───── Exercise input

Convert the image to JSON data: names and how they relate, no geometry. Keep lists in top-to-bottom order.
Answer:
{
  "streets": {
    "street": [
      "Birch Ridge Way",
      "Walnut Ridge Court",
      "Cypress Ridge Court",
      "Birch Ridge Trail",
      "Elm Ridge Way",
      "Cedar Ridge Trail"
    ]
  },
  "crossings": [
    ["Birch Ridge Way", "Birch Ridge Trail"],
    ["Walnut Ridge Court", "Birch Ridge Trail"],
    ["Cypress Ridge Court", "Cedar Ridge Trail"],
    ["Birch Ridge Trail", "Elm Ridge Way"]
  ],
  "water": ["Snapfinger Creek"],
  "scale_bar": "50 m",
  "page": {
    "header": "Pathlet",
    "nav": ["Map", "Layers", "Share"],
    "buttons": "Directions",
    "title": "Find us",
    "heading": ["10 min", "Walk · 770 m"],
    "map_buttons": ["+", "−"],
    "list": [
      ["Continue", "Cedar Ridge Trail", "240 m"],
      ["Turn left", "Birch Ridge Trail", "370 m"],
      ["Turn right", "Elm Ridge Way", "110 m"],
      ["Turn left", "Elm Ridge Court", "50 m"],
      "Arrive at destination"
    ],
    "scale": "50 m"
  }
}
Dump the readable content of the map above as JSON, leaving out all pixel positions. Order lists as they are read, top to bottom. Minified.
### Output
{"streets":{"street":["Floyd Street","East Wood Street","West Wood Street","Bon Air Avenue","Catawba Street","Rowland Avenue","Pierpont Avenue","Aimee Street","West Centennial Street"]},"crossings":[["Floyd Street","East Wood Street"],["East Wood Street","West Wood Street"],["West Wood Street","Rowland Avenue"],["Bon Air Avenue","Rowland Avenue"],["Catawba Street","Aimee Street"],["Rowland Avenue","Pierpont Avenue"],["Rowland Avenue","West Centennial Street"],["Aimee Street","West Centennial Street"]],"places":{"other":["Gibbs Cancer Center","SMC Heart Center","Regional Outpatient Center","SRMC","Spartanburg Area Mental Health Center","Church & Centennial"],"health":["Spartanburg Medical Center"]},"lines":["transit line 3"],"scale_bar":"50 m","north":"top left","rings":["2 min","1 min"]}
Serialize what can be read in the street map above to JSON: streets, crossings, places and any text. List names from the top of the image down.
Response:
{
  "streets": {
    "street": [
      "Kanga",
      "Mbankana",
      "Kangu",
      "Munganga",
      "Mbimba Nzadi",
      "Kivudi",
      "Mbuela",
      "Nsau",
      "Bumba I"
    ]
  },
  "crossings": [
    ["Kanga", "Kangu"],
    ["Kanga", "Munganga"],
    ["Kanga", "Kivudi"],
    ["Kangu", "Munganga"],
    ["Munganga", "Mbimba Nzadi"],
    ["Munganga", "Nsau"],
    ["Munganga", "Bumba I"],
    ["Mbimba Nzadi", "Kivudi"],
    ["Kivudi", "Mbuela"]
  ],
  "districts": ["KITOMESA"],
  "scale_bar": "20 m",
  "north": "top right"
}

──────────

* Instructions for the task:
The data above should be output exactly, with each line intact.

* Answer for the task:
Convert the image to JSON data: names and how they relate, no geometry. Keep lists in top-to-bottom order.
Answer:
{
  "streets": {
    "street": [
      "Birch Ridge Way",
      "Walnut Ridge Court",
      "Cypress Ridge Court",
      "Birch Ridge Trail",
      "Elm Ridge Way",
      "Cedar Ridge Trail"
    ]
  },
  "crossings": [
    ["Birch Ridge Way", "Birch Ridge Trail"],
    ["Walnut Ridge Court", "Birch Ridge Trail"],
    ["Cypress Ridge Court", "Cedar Ridge Trail"],
    ["Birch Ridge Trail", "Elm Ridge Way"]
  ],
  "water": ["Snapfinger Creek"],
  "scale_bar": "50 m",
  "page": {
    "header": "Pathlet",
    "nav": ["Map", "Layers", "Share"],
    "buttons": "Directions",
    "title": "Find us",
    "heading": ["10 min", "Walk · 770 m"],
    "map_buttons": ["+", "−"],
    "list": [
      ["Continue", "Cedar Ridge Trail", "240 m"],
      ["Turn left", "Birch Ridge Trail", "370 m"],
      ["Turn right", "Elm Ridge Way", "110 m"],
      ["Turn left", "Elm Ridge Court", "50 m"],
      "Arrive at destination"
    ],
    "scale": "50 m"
  }
}
Dump the readable content of the map above as JSON, leaving out all pixel positions. Order lists as they are read, top to bottom. Minified.
### Output
{"streets":{"street":["Floyd Street","East Wood Street","West Wood Street","Bon Air Avenue","Catawba Street","Rowland Avenue","Pierpont Avenue","Aimee Street","West Centennial Street"]},"crossings":[["Floyd Street","East Wood Street"],["East Wood Street","West Wood Street"],["West Wood Street","Rowland Avenue"],["Bon Air Avenue","Rowland Avenue"],["Catawba Street","Aimee Street"],["Rowland Avenue","Pierpont Avenue"],["Rowland Avenue","West Centennial Street"],["Aimee Street","West Centennial Street"]],"places":{"other":["Gibbs Cancer Center","SMC Heart Center","Regional Outpatient Center","SRMC","Spartanburg Area Mental Health Center","Church & Centennial"],"health":["Spartanburg Medical Center"]},"lines":["transit line 3"],"scale_bar":"50 m","north":"top left","rings":["2 min","1 min"]}
Serialize what can be read in the street map above to JSON: streets, crossings, places and any text. List names from the top of the image down.
Response:
{
  "streets": {
    "street": [
      "Kanga",
      "Mbankana",
      "Kangu",
      "Munganga",
      "Mbimba Nzadi",
      "Kivudi",
      "Mbuela",
      "Nsau",
      "Bumba I"
    ]
  },
  "crossings": [
    ["Kanga", "Kangu"],
    ["Kanga", "Munganga"],
    ["Kanga", "Kivudi"],
    ["Kangu", "Munganga"],
    ["Munganga", "Mbimba Nzadi"],
    ["Munganga", "Nsau"],
    ["Munganga", "Bumba I"],
    ["Mbimba Nzadi", "Kivudi"],
    ["Kivudi", "Mbuela"]
  ],
  "districts": ["KITOMESA"],
  "scale_bar": "20 m",
  "north": "top right"
}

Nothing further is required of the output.